Give back the full listing that follows exactly as it reads.

=== WORKING DATA ===

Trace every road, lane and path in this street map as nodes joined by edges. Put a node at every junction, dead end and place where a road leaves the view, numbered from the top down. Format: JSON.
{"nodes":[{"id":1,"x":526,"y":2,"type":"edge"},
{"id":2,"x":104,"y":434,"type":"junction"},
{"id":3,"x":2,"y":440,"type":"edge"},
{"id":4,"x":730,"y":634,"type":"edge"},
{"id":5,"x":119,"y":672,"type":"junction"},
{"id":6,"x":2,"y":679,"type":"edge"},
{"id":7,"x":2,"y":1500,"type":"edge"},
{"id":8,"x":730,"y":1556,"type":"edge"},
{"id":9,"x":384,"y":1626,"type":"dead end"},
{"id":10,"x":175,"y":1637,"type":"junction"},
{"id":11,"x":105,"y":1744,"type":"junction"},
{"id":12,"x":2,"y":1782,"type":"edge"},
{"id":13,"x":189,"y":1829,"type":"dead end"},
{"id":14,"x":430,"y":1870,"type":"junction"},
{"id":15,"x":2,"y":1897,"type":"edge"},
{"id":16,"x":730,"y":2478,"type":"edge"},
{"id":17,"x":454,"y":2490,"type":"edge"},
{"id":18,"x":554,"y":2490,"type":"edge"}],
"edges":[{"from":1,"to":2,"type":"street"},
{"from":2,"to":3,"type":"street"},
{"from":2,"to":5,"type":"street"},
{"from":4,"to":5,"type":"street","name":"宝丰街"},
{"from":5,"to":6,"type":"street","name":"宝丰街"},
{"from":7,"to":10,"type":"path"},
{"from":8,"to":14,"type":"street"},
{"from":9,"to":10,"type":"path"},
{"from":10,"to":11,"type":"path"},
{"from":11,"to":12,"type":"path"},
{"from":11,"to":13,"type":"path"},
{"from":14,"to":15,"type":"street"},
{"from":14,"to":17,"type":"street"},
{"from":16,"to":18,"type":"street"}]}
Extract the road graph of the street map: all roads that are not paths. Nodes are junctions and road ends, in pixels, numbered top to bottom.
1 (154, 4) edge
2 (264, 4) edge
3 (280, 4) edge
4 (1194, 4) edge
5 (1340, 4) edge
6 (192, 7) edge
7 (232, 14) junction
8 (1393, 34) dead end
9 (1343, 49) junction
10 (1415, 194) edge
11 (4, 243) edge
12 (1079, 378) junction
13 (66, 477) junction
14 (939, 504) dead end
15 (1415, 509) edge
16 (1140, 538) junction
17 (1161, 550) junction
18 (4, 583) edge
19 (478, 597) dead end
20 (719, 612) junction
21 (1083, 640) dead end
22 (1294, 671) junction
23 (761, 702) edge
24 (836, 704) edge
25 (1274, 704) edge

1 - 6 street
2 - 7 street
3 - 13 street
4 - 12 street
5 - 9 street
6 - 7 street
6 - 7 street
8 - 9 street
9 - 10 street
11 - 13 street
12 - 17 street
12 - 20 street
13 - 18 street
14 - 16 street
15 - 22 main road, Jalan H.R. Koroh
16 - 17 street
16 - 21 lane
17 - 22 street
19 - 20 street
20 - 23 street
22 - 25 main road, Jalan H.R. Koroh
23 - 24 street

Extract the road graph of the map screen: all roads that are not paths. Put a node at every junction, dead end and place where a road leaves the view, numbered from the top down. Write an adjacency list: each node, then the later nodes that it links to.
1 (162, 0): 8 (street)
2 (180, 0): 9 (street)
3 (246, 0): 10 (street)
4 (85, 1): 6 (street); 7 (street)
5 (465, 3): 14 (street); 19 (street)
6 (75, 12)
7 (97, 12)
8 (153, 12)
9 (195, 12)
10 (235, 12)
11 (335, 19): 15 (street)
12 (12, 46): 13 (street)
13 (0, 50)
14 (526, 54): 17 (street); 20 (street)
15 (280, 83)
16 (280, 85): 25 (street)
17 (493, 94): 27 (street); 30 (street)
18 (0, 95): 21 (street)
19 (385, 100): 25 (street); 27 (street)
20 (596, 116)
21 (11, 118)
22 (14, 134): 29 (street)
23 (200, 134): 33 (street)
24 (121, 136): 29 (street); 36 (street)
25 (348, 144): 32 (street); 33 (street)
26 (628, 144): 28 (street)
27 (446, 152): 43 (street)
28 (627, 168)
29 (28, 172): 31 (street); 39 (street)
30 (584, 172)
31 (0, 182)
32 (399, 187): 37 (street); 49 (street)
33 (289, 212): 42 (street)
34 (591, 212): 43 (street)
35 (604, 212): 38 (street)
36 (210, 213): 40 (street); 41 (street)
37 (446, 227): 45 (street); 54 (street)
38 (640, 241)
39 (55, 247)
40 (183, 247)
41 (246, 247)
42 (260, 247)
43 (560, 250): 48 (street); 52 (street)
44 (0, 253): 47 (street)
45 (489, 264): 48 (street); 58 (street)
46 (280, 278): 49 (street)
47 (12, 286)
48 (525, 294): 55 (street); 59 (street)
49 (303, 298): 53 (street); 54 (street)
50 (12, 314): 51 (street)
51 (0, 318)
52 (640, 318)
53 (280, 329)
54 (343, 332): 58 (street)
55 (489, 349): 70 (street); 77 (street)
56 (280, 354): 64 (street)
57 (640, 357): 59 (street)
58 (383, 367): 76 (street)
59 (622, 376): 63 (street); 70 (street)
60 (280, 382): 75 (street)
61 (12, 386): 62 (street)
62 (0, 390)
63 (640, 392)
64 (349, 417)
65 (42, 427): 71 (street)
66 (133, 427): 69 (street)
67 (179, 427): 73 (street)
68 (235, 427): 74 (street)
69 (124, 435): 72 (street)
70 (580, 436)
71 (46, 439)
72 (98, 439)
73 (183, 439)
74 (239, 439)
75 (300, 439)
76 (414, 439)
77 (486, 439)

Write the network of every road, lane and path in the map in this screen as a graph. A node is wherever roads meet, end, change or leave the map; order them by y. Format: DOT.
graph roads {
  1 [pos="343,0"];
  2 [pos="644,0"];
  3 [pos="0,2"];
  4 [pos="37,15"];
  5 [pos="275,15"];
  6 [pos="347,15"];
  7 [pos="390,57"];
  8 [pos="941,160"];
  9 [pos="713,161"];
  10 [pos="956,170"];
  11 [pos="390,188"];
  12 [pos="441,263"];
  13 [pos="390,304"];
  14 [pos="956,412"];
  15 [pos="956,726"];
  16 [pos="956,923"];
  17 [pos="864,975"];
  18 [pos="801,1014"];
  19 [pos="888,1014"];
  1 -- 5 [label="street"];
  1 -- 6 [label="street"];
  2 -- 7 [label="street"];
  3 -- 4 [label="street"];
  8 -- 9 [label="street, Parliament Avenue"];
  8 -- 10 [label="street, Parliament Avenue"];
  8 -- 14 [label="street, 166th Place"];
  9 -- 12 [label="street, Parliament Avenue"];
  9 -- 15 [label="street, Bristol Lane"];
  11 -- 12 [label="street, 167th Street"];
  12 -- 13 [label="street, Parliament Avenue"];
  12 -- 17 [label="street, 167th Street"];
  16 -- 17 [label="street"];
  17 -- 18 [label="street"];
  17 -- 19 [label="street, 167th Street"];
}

===

**OUTPUT FOR THIS EXERCISE:**
Trace every road, lane and path in this street map as nodes joined by edges. Put a node at every junction, dead end and place where a road leaves the view, numbered from the top down. Format: JSON.
{"nodes":[{"id":1,"x":526,"y":2,"type":"edge"},
{"id":2,"x":104,"y":434,"type":"junction"},
{"id":3,"x":2,"y":440,"type":"edge"},
{"id":4,"x":730,"y":634,"type":"edge"},
{"id":5,"x":119,"y":672,"type":"junction"},
{"id":6,"x":2,"y":679,"type":"edge"},
{"id":7,"x":2,"y":1500,"type":"edge"},
{"id":8,"x":730,"y":1556,"type":"edge"},
{"id":9,"x":384,"y":1626,"type":"dead end"},
{"id":10,"x":175,"y":1637,"type":"junction"},
{"id":11,"x":105,"y":1744,"type":"junction"},
{"id":12,"x":2,"y":1782,"type":"edge"},
{"id":13,"x":189,"y":1829,"type":"dead end"},
{"id":14,"x":430,"y":1870,"type":"junction"},
{"id":15,"x":2,"y":1897,"type":"edge"},
{"id":16,"x":730,"y":2478,"type":"edge"},
{"id":17,"x":454,"y":2490,"type":"edge"},
{"id":18,"x":554,"y":2490,"type":"edge"}],
"edges":[{"from":1,"to":2,"type":"street"},
{"from":2,"to":3,"type":"street"},
{"from":2,"to":5,"type":"street"},
{"from":4,"to":5,"type":"street","name":"宝丰街"},
{"from":5,"to":6,"type":"street","name":"宝丰街"},
{"from":7,"to":10,"type":"path"},
{"from":8,"to":14,"type":"street"},
{"from":9,"to":10,"type":"path"},
{"from":10,"to":11,"type":"path"},
{"from":11,"to":12,"type":"path"},
{"from":11,"to":13,"type":"path"},
{"from":14,"to":15,"type":"street"},
{"from":14,"to":17,"type":"street"},
{"from":16,"to":18,"type":"street"}]}
Extract the road graph of the street map: all roads that are not paths. Nodes are junctions and road ends, in pixels, numbered top to bottom.
1 (154, 4) edge
2 (264, 4) edge
3 (280, 4) edge
4 (1194, 4) edge
5 (1340, 4) edge
6 (192, 7) edge
7 (232, 14) junction
8 (1393, 34) dead end
9 (1343, 49) junction
10 (1415, 194) edge
11 (4, 243) edge
12 (1079, 378) junction
13 (66, 477) junction
14 (939, 504) dead end
15 (1415, 509) edge
16 (1140, 538) junction
17 (1161, 550) junction
18 (4, 583) edge
19 (478, 597) dead end
20 (719, 612) junction
21 (1083, 640) dead end
22 (1294, 671) junction
23 (761, 702) edge
24 (836, 704) edge
25 (1274, 704) edge

1 - 6 street
2 - 7 street
3 - 13 street
4 - 12 street
5 - 9 street
6 - 7 street
6 - 7 street
8 - 9 street
9 - 10 street
11 - 13 street
12 - 17 street
12 - 20 street
13 - 18 street
14 - 16 street
15 - 22 main road, Jalan H.R. Koroh
16 - 17 street
16 - 21 lane
17 - 22 street
19 - 20 street
20 - 23 street
22 - 25 main road, Jalan H.R. Koroh
23 - 24 street

Extract the road graph of the map screen: all roads that are not paths. Put a node at every junction, dead end and place where a road leaves the view, numbered from the top down. Write an adjacency list: each node, then the later nodes that it links to.
1 (162, 0): 8 (street)
2 (180, 0): 9 (street)
3 (246, 0): 10 (street)
4 (85, 1): 6 (street); 7 (street)
5 (465, 3): 14 (street); 19 (street)
6 (75, 12)
7 (97, 12)
8 (153, 12)
9 (195, 12)
10 (235, 12)
11 (335, 19): 15 (street)
12 (12, 46): 13 (street)
13 (0, 50)
14 (526, 54): 17 (street); 20 (street)
15 (280, 83)
16 (280, 85): 25 (street)
17 (493, 94): 27 (street); 30 (street)
18 (0, 95): 21 (street)
19 (385, 100): 25 (street); 27 (street)
20 (596, 116)
21 (11, 118)
22 (14, 134): 29 (street)
23 (200, 134): 33 (street)
24 (121, 136): 29 (street); 36 (street)
25 (348, 144): 32 (street); 33 (street)
26 (628, 144): 28 (street)
27 (446, 152): 43 (street)
28 (627, 168)
29 (28, 172): 31 (street); 39 (street)
30 (584, 172)
31 (0, 182)
32 (399, 187): 37 (street); 49 (street)
33 (289, 212): 42 (street)
34 (591, 212): 43 (street)
35 (604, 212): 38 (street)
36 (210, 213): 40 (street); 41 (street)
37 (446, 227): 45 (street); 54 (street)
38 (640, 241)
39 (55, 247)
40 (183, 247)
41 (246, 247)
42 (260, 247)
43 (560, 250): 48 (street); 52 (street)
44 (0, 253): 47 (street)
45 (489, 264): 48 (street); 58 (street)
46 (280, 278): 49 (street)
47 (12, 286)
48 (525, 294): 55 (street); 59 (street)
49 (303, 298): 53 (street); 54 (street)
50 (12, 314): 51 (street)
51 (0, 318)
52 (640, 318)
53 (280, 329)
54 (343, 332): 58 (street)
55 (489, 349): 70 (street); 77 (street)
56 (280, 354): 64 (street)
57 (640, 357): 59 (street)
58 (383, 367): 76 (street)
59 (622, 376): 63 (street); 70 (street)
60 (280, 382): 75 (street)
61 (12, 386): 62 (street)
62 (0, 390)
63 (640, 392)
64 (349, 417)
65 (42, 427): 71 (street)
66 (133, 427): 69 (street)
67 (179, 427): 73 (street)
68 (235, 427): 74 (street)
69 (124, 435): 72 (street)
70 (580, 436)
71 (46, 439)
72 (98, 439)
73 (183, 439)
74 (239, 439)
75 (300, 439)
76 (414, 439)
77 (486, 439)

Write the network of every road, lane and path in the map in this screen as a graph. A node is wherever roads meet, end, change or leave the map; order them by y. Format: DOT.
graph roads {
  1 [pos="343,0"];
  2 [pos="644,0"];
  3 [pos="0,2"];
  4 [pos="37,15"];
  5 [pos="275,15"];
  6 [pos="347,15"];
  7 [pos="390,57"];
  8 [pos="941,160"];
  9 [pos="713,161"];
  10 [pos="956,170"];
  11 [pos="390,188"];
  12 [pos="441,263"];
  13 [pos="390,304"];
  14 [pos="956,412"];
  15 [pos="956,726"];
  16 [pos="956,923"];
  17 [pos="864,975"];
  18 [pos="801,1014"];
  19 [pos="888,1014"];
  1 -- 5 [label="street"];
  1 -- 6 [label="street"];
  2 -- 7 [label="street"];
  3 -- 4 [label="street"];
  8 -- 9 [label="street, Parliament Avenue"];
  8 -- 10 [label="street, Parliament Avenue"];
  8 -- 14 [label="street, 166th Place"];
  9 -- 12 [label="street, Parliament Avenue"];
  9 -- 15 [label="street, Bristol Lane"];
  11 -- 12 [label="street, 167th Street"];
  12 -- 13 [label="street, Parliament Avenue"];
  12 -- 17 [label="street, 167th Street"];
  16 -- 17 [label="street"];
  17 -- 18 [label="street"];
  17 -- 19 [label="street, 167th Street"];
}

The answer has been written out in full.